In the first ever in-depth survey into how local authorities are dealing with the sexual exploitation of children, Ofsted finds that the risk of exploitation is still not well understood in many areas.
The report ‘The sexual exploitation of children: it couldn’t happen here, could it?’ was commissioned by Ofsted’s Chief Inspector, Sir Michael Wilshaw, to build a clearer picture of how well local authorities and partners are working to prevent child sexual exploitation in their area, to offer protection to its victims, and to pursue and prosecute its abusers.
Inspectors found that local arrangements to tackle sexual exploitation are often underdeveloped, and leadership frequently lacking. Some areas have only begun to address the issue strategically within the last 12 months, despite statutory guidance being issued more than five years ago.
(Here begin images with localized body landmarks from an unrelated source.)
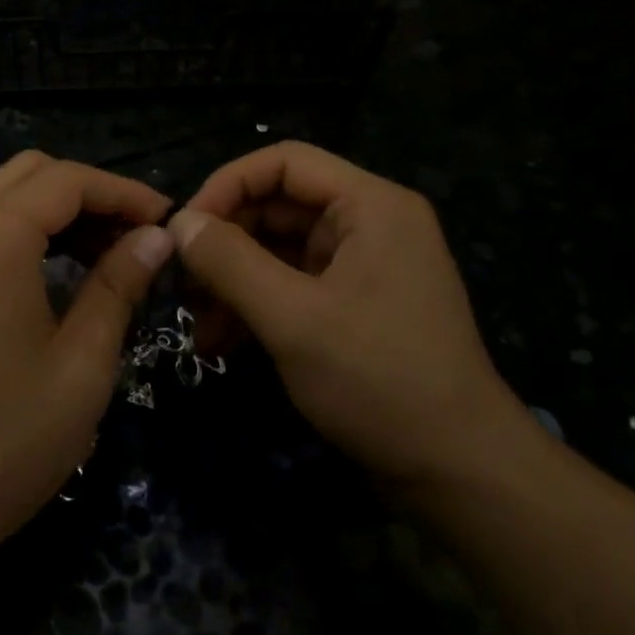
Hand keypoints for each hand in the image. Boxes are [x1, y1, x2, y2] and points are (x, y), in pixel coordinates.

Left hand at [0, 152, 173, 580]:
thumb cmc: (1, 442)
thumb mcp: (81, 366)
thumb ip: (117, 286)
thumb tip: (155, 237)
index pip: (67, 180)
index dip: (124, 192)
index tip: (170, 223)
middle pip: (30, 175)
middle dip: (89, 195)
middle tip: (136, 241)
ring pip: (1, 202)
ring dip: (56, 215)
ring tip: (105, 261)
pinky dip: (23, 238)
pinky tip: (54, 282)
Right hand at [168, 142, 526, 484]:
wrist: (457, 471)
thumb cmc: (378, 380)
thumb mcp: (293, 318)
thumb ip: (229, 263)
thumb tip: (177, 223)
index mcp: (370, 206)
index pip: (284, 163)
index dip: (226, 186)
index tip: (183, 229)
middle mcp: (369, 225)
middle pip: (277, 206)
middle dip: (224, 241)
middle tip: (179, 280)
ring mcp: (362, 267)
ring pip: (278, 250)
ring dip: (232, 280)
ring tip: (193, 319)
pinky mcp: (353, 307)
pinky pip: (292, 287)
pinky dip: (254, 306)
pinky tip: (218, 343)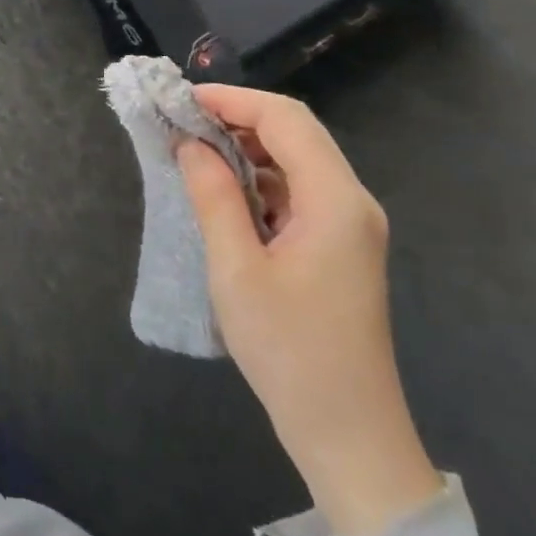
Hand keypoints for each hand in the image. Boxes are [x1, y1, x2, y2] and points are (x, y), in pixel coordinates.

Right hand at [178, 86, 442, 535]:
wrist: (348, 434)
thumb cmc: (289, 352)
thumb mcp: (237, 270)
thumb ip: (214, 197)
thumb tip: (190, 145)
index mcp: (335, 201)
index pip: (286, 119)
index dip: (233, 100)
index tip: (183, 101)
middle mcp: (352, 202)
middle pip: (296, 132)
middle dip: (238, 117)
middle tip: (183, 122)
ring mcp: (350, 225)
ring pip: (298, 159)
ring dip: (247, 147)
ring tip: (195, 150)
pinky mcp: (340, 246)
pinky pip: (299, 190)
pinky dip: (260, 178)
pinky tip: (225, 191)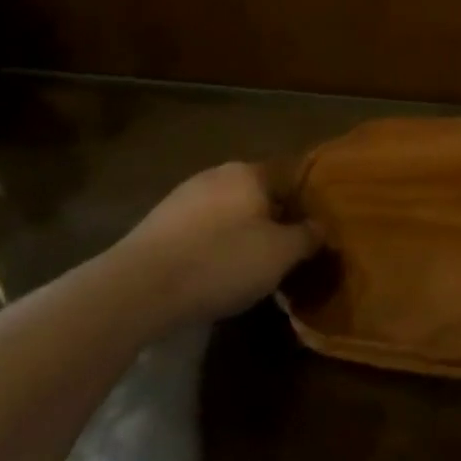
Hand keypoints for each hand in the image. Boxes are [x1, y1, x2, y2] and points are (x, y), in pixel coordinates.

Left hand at [104, 162, 317, 326]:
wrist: (138, 288)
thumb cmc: (222, 262)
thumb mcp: (281, 254)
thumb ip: (308, 236)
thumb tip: (321, 227)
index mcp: (249, 172)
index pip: (290, 179)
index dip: (305, 207)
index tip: (313, 235)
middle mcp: (216, 174)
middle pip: (258, 195)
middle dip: (272, 221)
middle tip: (284, 255)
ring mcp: (183, 196)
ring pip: (228, 212)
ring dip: (241, 235)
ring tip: (249, 269)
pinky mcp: (158, 223)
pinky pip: (200, 230)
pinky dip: (212, 246)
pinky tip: (213, 274)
Responding to the report, 4Children Chief Executive Anne Longfield OBE said: “Child sexual exploitation shatters lives. But perhaps the most shocking fact is that the scale and extent of it across the UK remains unknown. It is clear that the agencies which are supposed to keep children safe are still too often failing to protect them.
“Ofsted’s report highlights the need for local authorities to learn the lessons from Rotherham and prevent this systemic failure from happening again elsewhere. But we need a clear responsibility on all agencies, including Ofsted, to work together, share information and listen to children.
“In light of the systemic failures in Rotherham there is a clear need for a more rigorous Ofsted inspection regime to ensure that child sexual exploitation never again remains unnoticed.”